While public listed companies release information to investors through a plethora of channels, the best place that you can get information on the nitty-gritty of the company is in the filings with the Securities and Exchange Commission.

SEC filings contain information about the company's financial performance, business segments, management board, industry forecast, insider trading, and other relevant information that gives the investor a holistic picture of the company. 

Through the information contained in these public filings, investors would be unable to estimate the fair value of the stock. When the fair value is compared to the market price, the investor would be able to determine if it is too expensive, cheap, or mispriced.

As a result, SEC filings furnish investors with the information to develop a detailed understanding of a company, thereby equipping them to make appropriate investment decisions that would optimize profits. 

 

The 7 Most Common SEC Filings Every Investor Should Know

1. 10-K or annual report

The 10-k filing is usually the first port of call for most investors hoping to get information about a company.
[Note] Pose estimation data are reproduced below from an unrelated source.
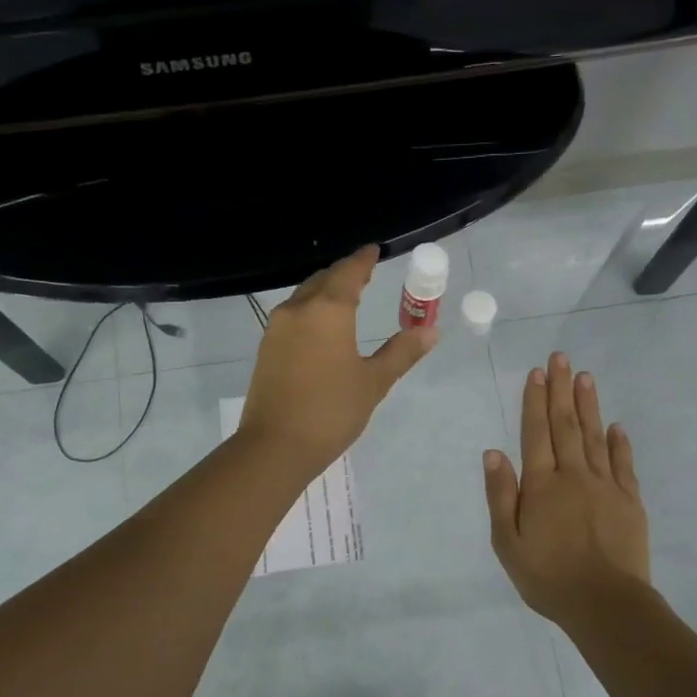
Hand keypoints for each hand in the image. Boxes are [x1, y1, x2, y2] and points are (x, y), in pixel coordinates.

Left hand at [239, 246, 438, 474]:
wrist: (276, 445)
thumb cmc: (332, 411)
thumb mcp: (374, 382)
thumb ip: (401, 352)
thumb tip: (430, 331)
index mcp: (329, 310)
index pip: (349, 272)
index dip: (363, 260)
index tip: (374, 251)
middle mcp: (299, 310)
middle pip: (323, 280)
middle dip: (344, 274)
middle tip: (364, 274)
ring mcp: (277, 328)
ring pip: (304, 297)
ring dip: (324, 291)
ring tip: (344, 298)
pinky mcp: (266, 348)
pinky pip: (292, 316)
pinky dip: (310, 310)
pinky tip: (320, 327)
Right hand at [484, 352, 650, 630]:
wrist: (605, 604)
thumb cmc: (548, 577)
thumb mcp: (508, 543)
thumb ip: (500, 496)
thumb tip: (493, 452)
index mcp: (541, 485)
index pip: (536, 433)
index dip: (535, 401)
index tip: (537, 373)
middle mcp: (573, 476)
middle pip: (566, 425)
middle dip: (561, 390)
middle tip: (561, 358)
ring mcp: (605, 486)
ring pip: (595, 437)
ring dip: (589, 405)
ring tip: (585, 377)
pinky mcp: (629, 502)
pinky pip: (623, 464)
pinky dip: (619, 443)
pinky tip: (616, 426)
The 10-k is a comprehensive annual report filed by a publicly-traded company to investors detailing its financial performance in a fiscal year

The 10-K is divided into five segments. The first segments give an overview of the company's main operations, including products and services; any and every risk the organization is exposed to; and detailed financial information from the last five years. 

The fourth segment of the document contains a summary of senior management's financial results. The company's audited financial statements, encompassing the income statement, balance sheets, and statement of cash flow, are presented in the final part.

The 10-k filing is regarded as the meat of a company's financials. It gives an overview of:

  • the business segments
  • revenue generated and how
  • debt level and a class of debtors
  • free cash flow

These are some of the important factors which can be used to estimate the fair value of a company's stock.

In summary, the 10-K contains all the information an investor needs to make an investment decision about the company.

2. 10-Q

The 10-Q filing can be seen as an abridged version of the 10-K. While the latter covers a fiscal year, 10-Q filings cover a fiscal quarter.

Quarterly filings are important because they can provide an insight into where the company is headed, especially when the company's performance is compared on a quarterly and annual basis. As a result, 10-Q acts as a harbinger of what to expect from the company in the near future. 

A 10-Q filing is divided into two sections. The first section covers pertinent financial data for the period. This contains condensed financial statements, management discussion and analysis of the entity's financial status, market risk disclosures, and internal control disclosures.

The second section provides all additional relevant data. This involves legal procedures, unregistered equity securities sales, the use of profits from unregistered equity securities sales, and senior securities defaults.

In this part, the corporation reveals any further information, including the use of exhibits. SEC requires companies to file their 10-Q within 40 days of the end of their fiscal quarter.

3. Proxy statement (DEF 14A)

The proxy statement is often overlooked by investors, but it can be a viable source of information. The proxy statement contains information on when the annual shareholder’s meeting is and what issues will be up for voting. 

This form is filed with the SEC when a definitive proxy statement is given to shareholders and helps the SEC ensure that shareholders' rights are upheld. The proxy statement helps shareholders understand corporate governance practices when it comes time to cast their votes for the proposed items. 

It also contains information on how the executives are compensated. This is important because compensation can act as an incentive to management to achieve organizational goals and increase profits.

For example, if the management has a cash compensation, they may not be motivated to implement strategies that would boost the company's financial performance and profit.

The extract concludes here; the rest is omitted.